Start of Block

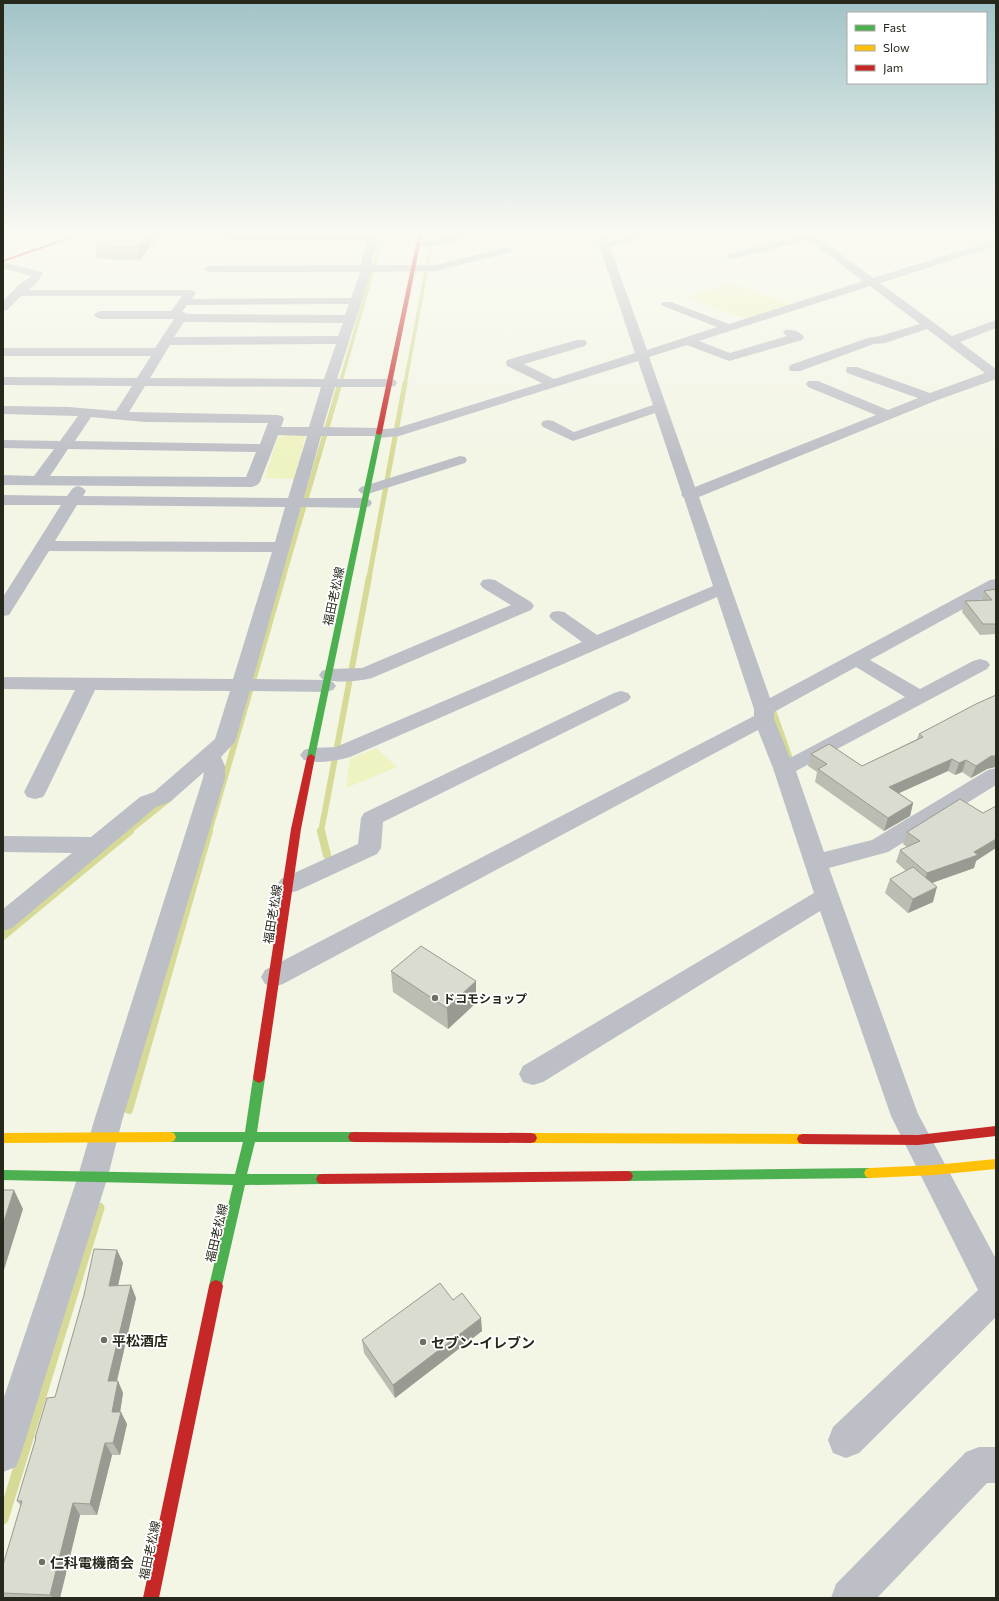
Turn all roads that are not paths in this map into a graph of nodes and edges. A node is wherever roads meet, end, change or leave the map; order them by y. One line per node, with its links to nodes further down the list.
1 (181, 310): 10 (street)
2 (353, 310): 9 (street)
3 (411, 310): 34 (main road, 福田老松線)
4 (629, 310): 24 (street)
5 (682, 310): 14 (street)
6 (786, 310): 14 (street)
7 (904, 310): 12 (street)
8 (100, 315): 10 (street)
9 (350, 319): 10 (street); 17 (street)
10 (176, 320): 13 (street); 16 (street)
11 (996, 324): 19 (street)
12 (925, 326): 19 (street); 28 (street)
13 (159, 328)
14 (729, 328): 18 (street)
15 (790, 333): 25 (street)
16 (166, 340): 17 (street); 23 (street)
17 (343, 340): 33 (street)
18 (688, 341): 24 (street); 25 (street)
19 (951, 341): 30 (street)
20 (581, 342): 21 (street)
21 (563, 348): 27 (street); 35 (street)
22 (3, 352): 23 (street)
23 (160, 352): 32 (street)
24 (645, 354): 27 (street); 38 (street)
25 (729, 357): 26 (street)
26 (707, 364)
27 (605, 367): 35 (street)
28 (795, 368)
29 (852, 370): 37 (street)
30 (993, 373): 37 (street)
31 (3, 381): 32 (street)
32 (141, 382): 33 (street); 42 (street)
33 (336, 383): 34 (street); 45 (street)
34 (390, 383): 46 (main road, 福田老松線)
35 (553, 383): 46 (street)
36 (813, 384): 41 (street)
37 (930, 398): 41 (street)
38 (660, 407): 43 (street); 54 (street)
39 (3, 410): 40 (street)
40 (88, 412): 42 (street); 48 (street)
41 (888, 415): 54 (street)
42 (120, 416): 44 (street)
43 (548, 424)
44 (272, 432): 45 (street); 49 (street)
45 (322, 432): 46 (street); 58 (street)
46 (379, 433): 55 (main road, 福田老松線)
47 (3, 444): 48 (street)
48 (63, 445): 49 (street); 52 (street)
49 (265, 448): 53 (street)
50 (460, 460): 55 (street)
51 (3, 480): 52 (street)
52 (39, 480): 53 (street)
53 (85, 480): 57 (street)
54 (693, 493): 63 (street)
55 (365, 497): 58 (street); 69 (main road, 福田老松線)
56 (3, 500): 57 (street)
57 (72, 501): 58 (street); 59 (street)
58 (301, 503): 60 (street)
59 (44, 546): 60 (street); 64 (street)
60 (281, 547): 72 (street)
61 (489, 584): 69 (street)
62 (996, 584): 67 (street)
63 (722, 588): 66 (street); 75 (street)
64 (3, 611)
65 (558, 616): 66 (street)
66 (596, 643): 76 (street)
67 (857, 660): 74 (street); 75 (street)
68 (980, 665): 74 (street)
69 (340, 677): 72 (street); 76 (main road, 福田老松線)
70 (3, 683): 71 (street)
71 (88, 683): 72 (street); 80 (street)
72 (242, 685): 77 (street)
73 (621, 698): 84 (street)
74 (920, 698): 78 (street)
75 (768, 709): 78 (street); 89 (street)
76 (311, 755): 84 (main road, 福田老松線)
77 (212, 762): 82 (street); 93 (street)
78 (790, 766): 83 (street)
79 (996, 776): 83 (street)
80 (35, 792)
81 (3, 844): 82 (street)
82 (96, 845): 87 (street)
83 (824, 860): 85 (street)
84 (289, 885): 89 (main road, 福田老松線)
85 (827, 896): 90 (street); 95 (street)
86 (3, 901): 87 (street)
87 (28, 901): 88 (street)
88 (3, 922)
89 (274, 977): 92 (main road, 福田老松線)
90 (533, 1074)
91 (996, 1131): 95 (main road)
92 (250, 1136): 93 (main road); 95 (main road); 100 (main road, 福田老松線)
93 (103, 1137): 94 (main road); 99 (street)
94 (3, 1138)
95 (918, 1140): 97 (street)
96 (996, 1164): 97 (main road)
97 (934, 1170): 100 (main road); 101 (street)
98 (3, 1175): 99 (main road)
99 (93, 1176): 100 (main road); 103 (street)
100 (241, 1180): 105 (main road, 福田老松線)
101 (996, 1294): 102 (street)
102 (846, 1440)
103 (3, 1454)
104 (996, 1465): 106 (street)
105 (151, 1598)
106 (850, 1598)

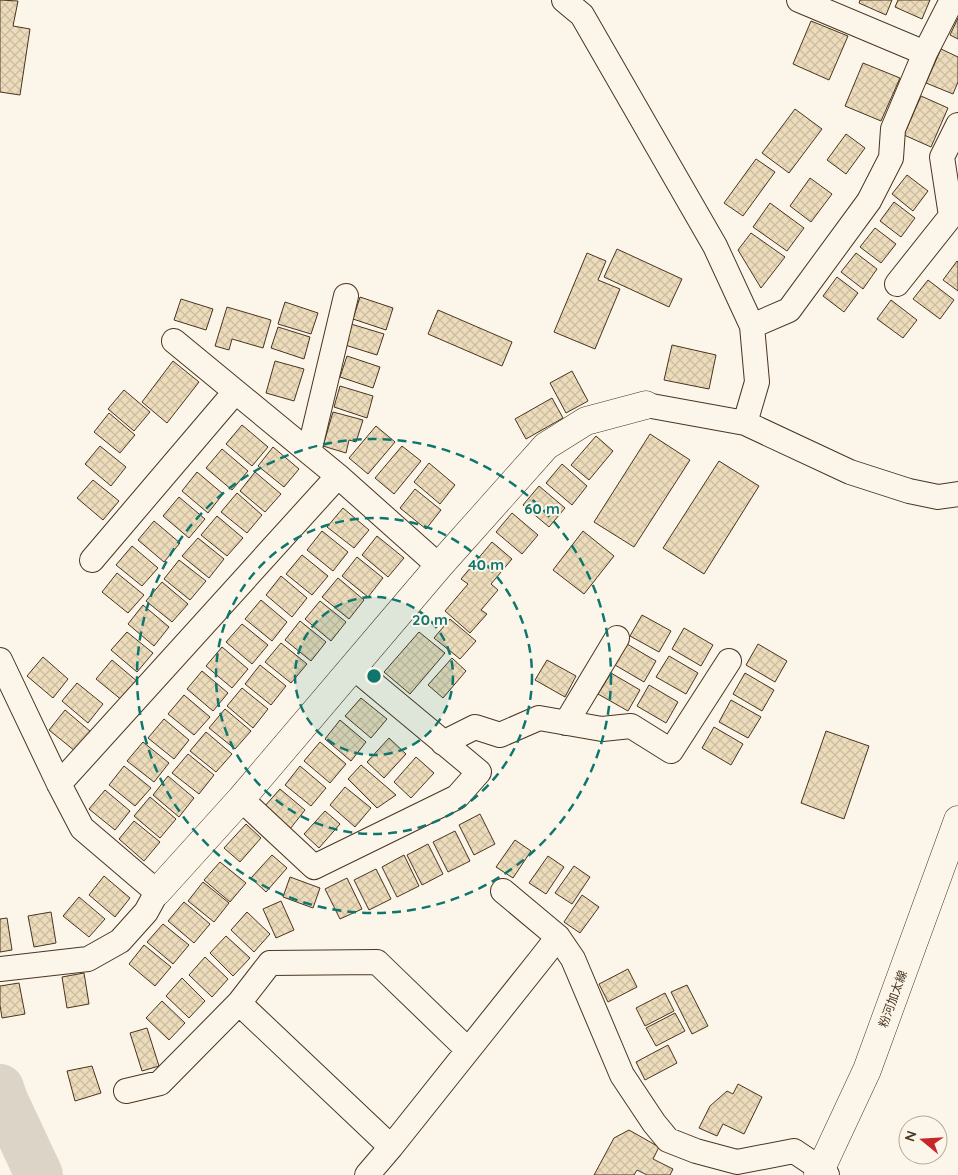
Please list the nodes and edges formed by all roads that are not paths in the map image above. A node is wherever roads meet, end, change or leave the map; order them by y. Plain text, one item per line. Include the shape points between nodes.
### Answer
1 (564, 0) edge
2 (799, 0) edge
3 (952, 0) edge
4 (837, 7) edge
5 (925, 53) junction
6 (958, 125) edge
7 (897, 284) dead end
8 (346, 296) dead end
9 (752, 326) junction
10 (174, 342) dead end
11 (236, 392) junction
12 (646, 405) joint
13 (745, 423) junction
14 (309, 452) junction
15 (338, 476) junction
16 (958, 494) edge
17 (92, 560) dead end
18 (439, 566) junction
19 (616, 638) dead end
20 (0, 660) edge
21 (729, 661) dead end
22 (353, 667) junction
23 (566, 723) junction
24 (444, 742) junction
25 (59, 784) junction
26 (241, 799) junction
27 (958, 820) edge
28 (503, 891) dead end
29 (157, 892) junction
30 (558, 937) junction
31 (0, 969) edge
32 (239, 1003) junction
33 (468, 1050) junction
34 (126, 1091) dead end
35 (391, 1146) junction
36 (822, 1173) edge
37 (367, 1175) edge

1 - 9 street via 582,15 602,49 715,246
2 - 4 street
3 - 5 street
4 - 5 street
5 - 9 street via 894,129 891,158 869,201 789,310
6 - 7 street via 942,157 951,216
8 - 14 street
9 - 13 street via 757,382
10 - 11 street
11 - 14 street
11 - 17 street
12 - 13 street
12 - 18 street via 586,421 546,446
13 - 16 street via 850,472 938,497
14 - 15 street
15 - 18 street
15 - 25 street
18 - 22 street
19 - 23 street
20 - 25 street
21 - 23 street via 671,751 631,726 602,729
22 - 24 street
22 - 26 street
23 - 24 street via 539,718 500,735 475,727
24 - 26 street via 479,772 457,797 314,867
25 - 29 street via 82,828
26 - 29 street
27 - 36 street, 粉河加太線 via 868,1070
28 - 30 street
29 - 31 street via 146,912 120,941 88,960
30 - 33 street
30 - 36 street via 573,959 622,1075 668,1140 738,1162 794,1151
32 - 33 street via 270,963 377,962
32 - 34 street via 160,1084
32 - 35 street
33 - 35 street
35 - 37 street

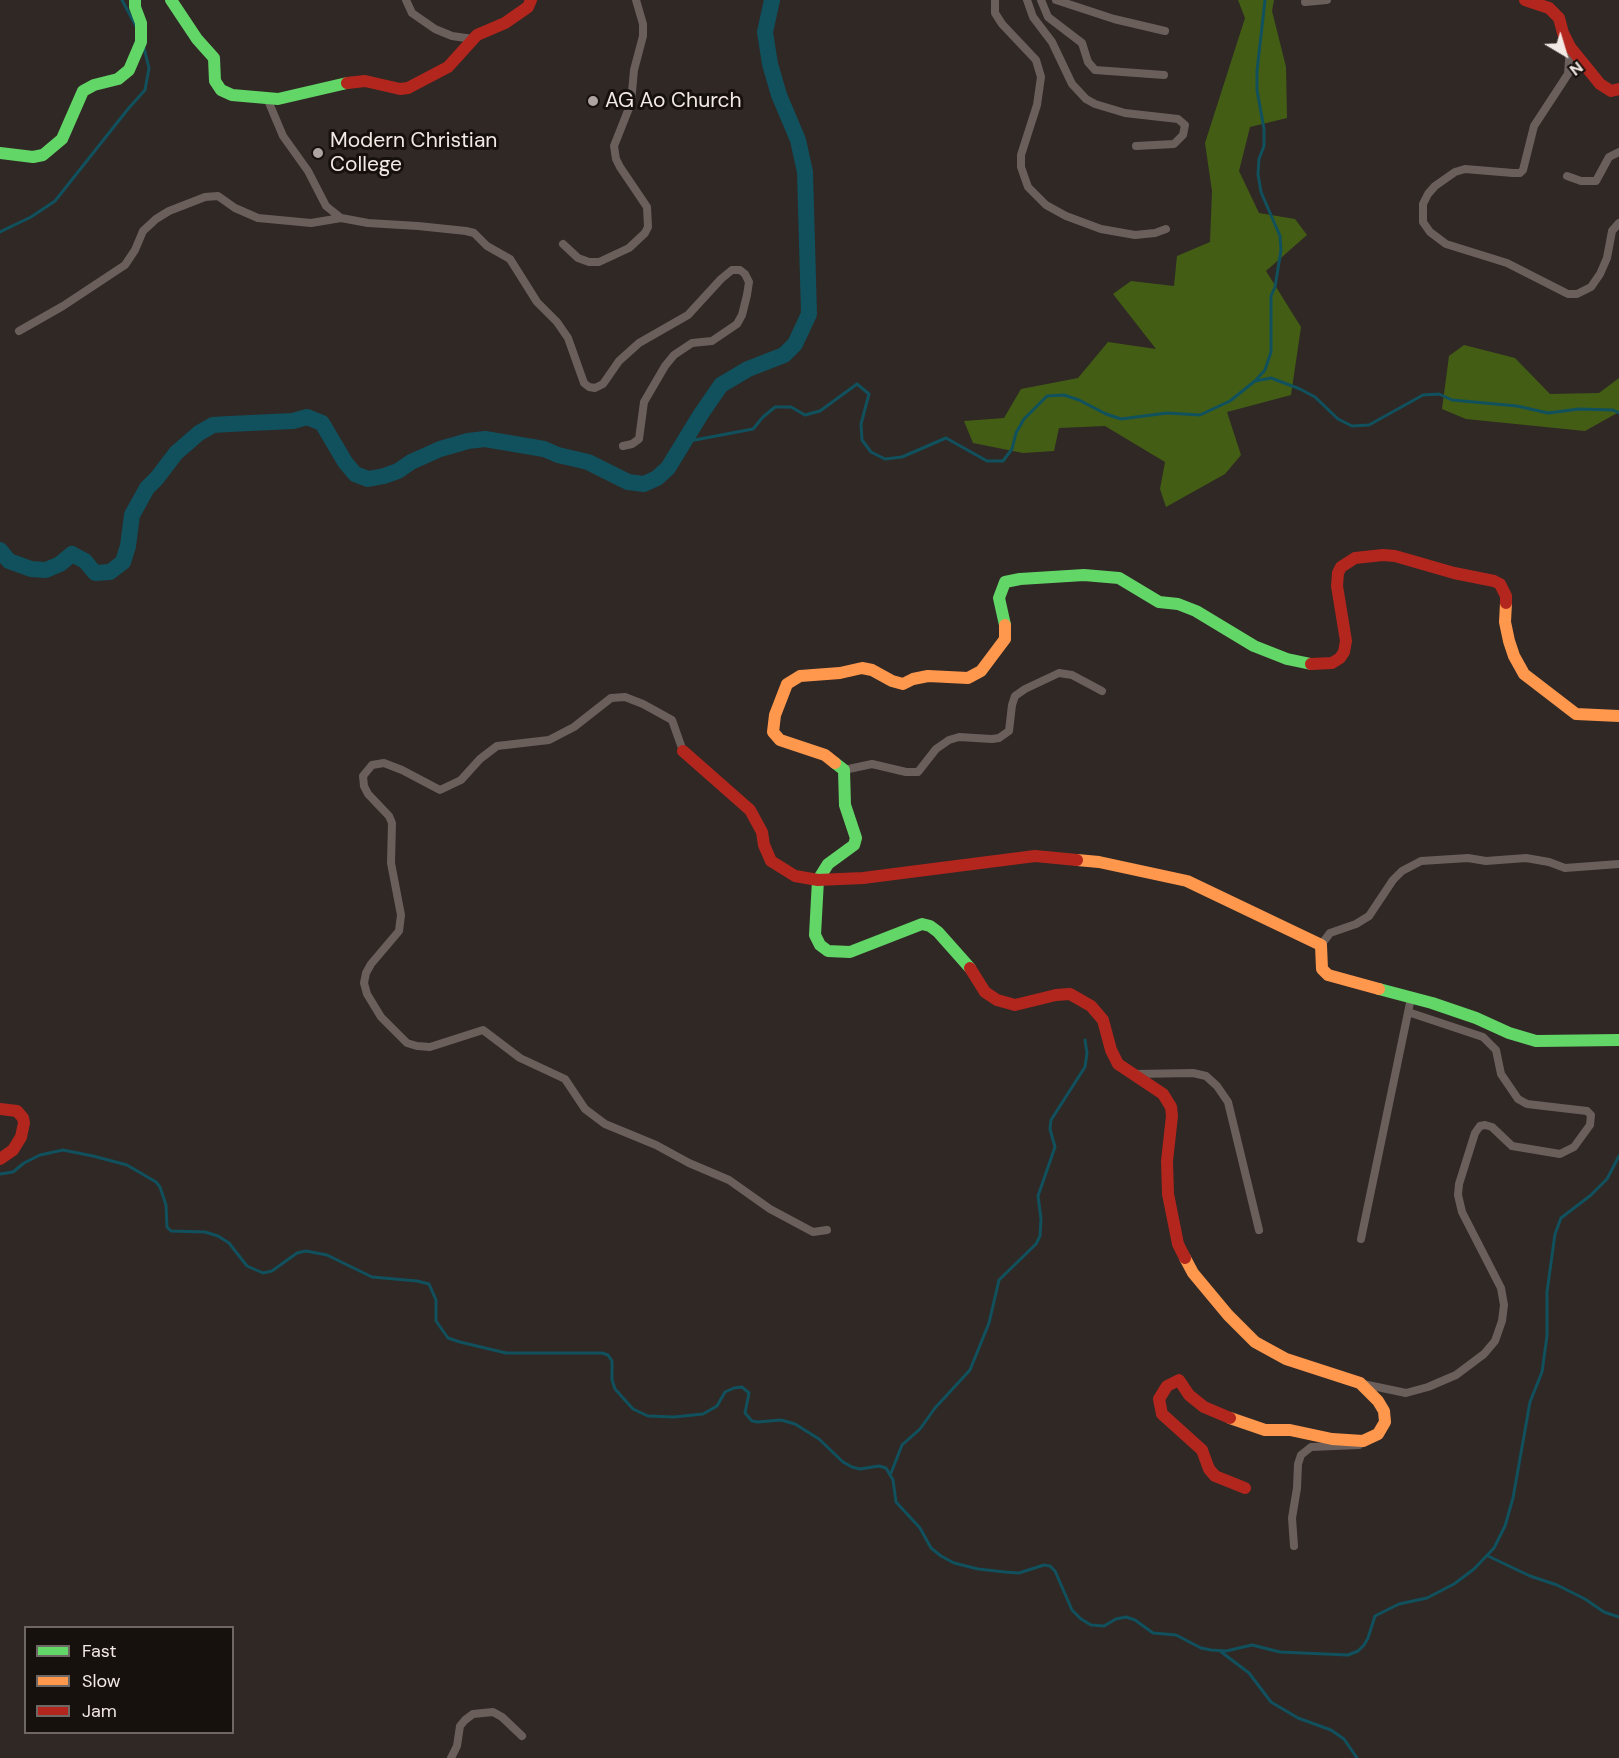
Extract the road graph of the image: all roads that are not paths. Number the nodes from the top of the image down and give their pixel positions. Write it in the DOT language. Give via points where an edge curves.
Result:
graph roads {
  1 [pos="135,0"];
  2 [pos="171,0"];
  3 [pos="406,0"];
  4 [pos="531,0"];
  5 [pos="636,0"];
  6 [pos="995,0"];
  7 [pos="1027,0"];
  8 [pos="1041,0"];
  9 [pos="1056,0"];
  10 [pos="1327,0"];
  11 [pos="1526,0"];
  12 [pos="1305,2"];
  13 [pos="1165,31"];
  14 [pos="473,39"];
  15 [pos="1570,47"];
  16 [pos="1164,75"];
  17 [pos="1616,92"];
  18 [pos="267,98"];
  19 [pos="1136,146"];
  20 [pos="1619,152"];
  21 [pos="0,153"];
  22 [pos="1567,176"];
  23 [pos="341,218"];
  24 [pos="1619,223"];
  25 [pos="1166,229"];
  26 [pos="563,244"];
  27 [pos="19,331"];
  28 [pos="623,446"];
  29 [pos="1102,691"];
  30 [pos="1619,716"];
  31 [pos="683,751"];
  32 [pos="844,770"];
  33 [pos="1619,864"];
  34 [pos="818,880"];
  35 [pos="1320,945"];
  36 [pos="1411,998"];
  37 [pos="1408,1012"];
  38 [pos="1619,1040"];
  39 [pos="1130,1074"];
  40 [pos="0,1109"];
  41 [pos="0,1160"];
  42 [pos="827,1230"];
  43 [pos="1259,1230"];
  44 [pos="1361,1239"];
  45 [pos="1360,1383"];
  46 [pos="1372,1437"];
  47 [pos="1245,1488"];
  48 [pos="1294,1546"];
  49 [pos="522,1736"];
  50 [pos="451,1758"];
  1 -- 21 [label="street" via="141,42 129,70 118,79 83,90 62,139 43,155"];
  2 -- 18 [label="street" via="214,58 216,86 227,94"];
  3 -- 14 [label="street" via="412,13 435,29"];
  4 -- 14 [label="street" via="528,7 505,23"];
  5 -- 26 [label="street" via="643,36 631,103 614,146 616,159 647,207 648,227 629,248 599,262 578,258"];
  6 -- 25 [label="street" via="994,13 1035,60 1041,77 1037,105 1021,155 1028,187 1046,205 1101,229 1135,235"];
  7 -- 19 [label="street" via="1072,84 1086,99 1125,113 1178,119 1185,126 1174,144"];
  8 -- 16 [label="street" via="1048,17 1082,43 1095,70"];
  9 -- 13 [label="street"];
  10 -- 12 [label="street"];
  11 -- 15 [label="street" via="1549,8 1559,18"];
  14 -- 18 [label="street" via="448,67 408,88 355,81 293,97"];
  15 -- 17 [label="street" via="1599,84"];
  15 -- 24 [label="street" via="1568,74 1534,126 1524,170 1455,172 1428,194 1423,204 1423,222 1446,244 1507,263 1568,294 1591,287 1604,266 1612,231"];
  18 -- 23 [label="street" via="283,136 309,171 326,206"];
  20 -- 22 [label="street" via="1609,157 1596,181"];
  23 -- 27 [label="street" via="311,223 258,218 218,196 204,197 156,219 143,231 125,265"];
  23 -- 28 [label="street" via="474,233 510,259 537,302 568,338 584,383 595,388 603,384 630,350 688,315 721,279 732,270 740,270 749,282 737,324 712,341 692,343 674,355 645,402 639,439"];
  29 -- 32 [label="street" via="1072,675 1059,673 1015,696 1009,730 999,738 949,740 936,749 918,772 872,764"];
  30 -- 32 [label="street" via="1576,714 1524,674 1509,641 1506,596 1494,581 1395,556 1369,556 1348,562 1336,579 1346,641 1344,652 1332,663 1320,665 1296,662 1266,651 1196,611 1159,602 1119,578 1077,575 1005,582 999,598 1005,639 981,671 968,678 928,676 903,684 862,669 800,676 787,684 773,732 780,740 825,755"];
  31 -- 34 [label="street" via="750,810 771,861 795,876"];
  31 -- 42 [label="street" via="672,720 625,697 611,698 558,736 497,746 461,780 440,790 384,763 372,765 363,776 364,786 392,823 391,863 401,915 399,931 366,973 367,994 381,1017 407,1043 430,1047 483,1030 520,1058 565,1079 585,1108 605,1125 656,1144 729,1180 813,1232"];
  32 -- 34 [label="street" via="845,806 855,841 828,864"];
  33 -- 35 [label="street" via="1565,868 1526,858 1420,861 1393,880 1369,916 1330,933"];
  34 -- 35 [label="street" via="1035,856 1099,862 1187,881"];
  34 -- 39 [label="street" via="815,935 828,951 850,952 922,924 930,927 972,969 985,992 997,1000 1015,1005 1070,994 1091,1006 1103,1020 1118,1064"];
  35 -- 36 [label="street" via="1322,969 1328,975"];
  36 -- 37 [label="street"];
  36 -- 38 [label="street" via="1536,1041"];
  37 -- 44 [label="street"];
  37 -- 45 [label="street" via="1483,1037 1496,1050 1501,1074 1518,1099 1527,1104 1587,1111 1591,1115 1590,1125 1574,1147 1560,1154 1512,1146 1492,1127 1480,1126 1458,1195 1462,1212 1501,1288 1503,1321 1495,1341 1456,1375 1406,1394"];
  39 -- 43 [label="street" via="1192,1072 1206,1076 1217,1086 1228,1102"];
  39 -- 45 [label="street" via="1163,1094 1172,1107 1167,1194 1178,1244 1193,1273 1255,1342 1286,1359"];
  40 -- 41 [label="street" via="17,1111 24,1123 21,1137"];
  45 -- 46 [label="street" via="1378,1401 1385,1415 1383,1428"];
  46 -- 47 [label="street" via="1349,1441 1290,1430 1265,1430 1204,1407 1179,1380 1167,1386 1159,1399 1162,1414 1202,1450 1215,1476"];
  46 -- 48 [label="street" via="1359,1445 1311,1447 1301,1455 1292,1518"];
  49 -- 50 [label="street" via="493,1712 473,1714 460,1726"];
}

End of Block

Your objective. Out of the data above, return each line where the word "points" can be found.

Result of the exercise.
Please list the nodes and edges formed by all roads that are not paths in the map image above. A node is wherever roads meet, end, change or leave the map; order them by y. Plain text, one item per line. Include the shape points between nodes.
Extract the road graph of the image: all roads that are not paths. Number the nodes from the top of the image down and give their pixel positions. Write it in the DOT language. Give via points where an edge curves.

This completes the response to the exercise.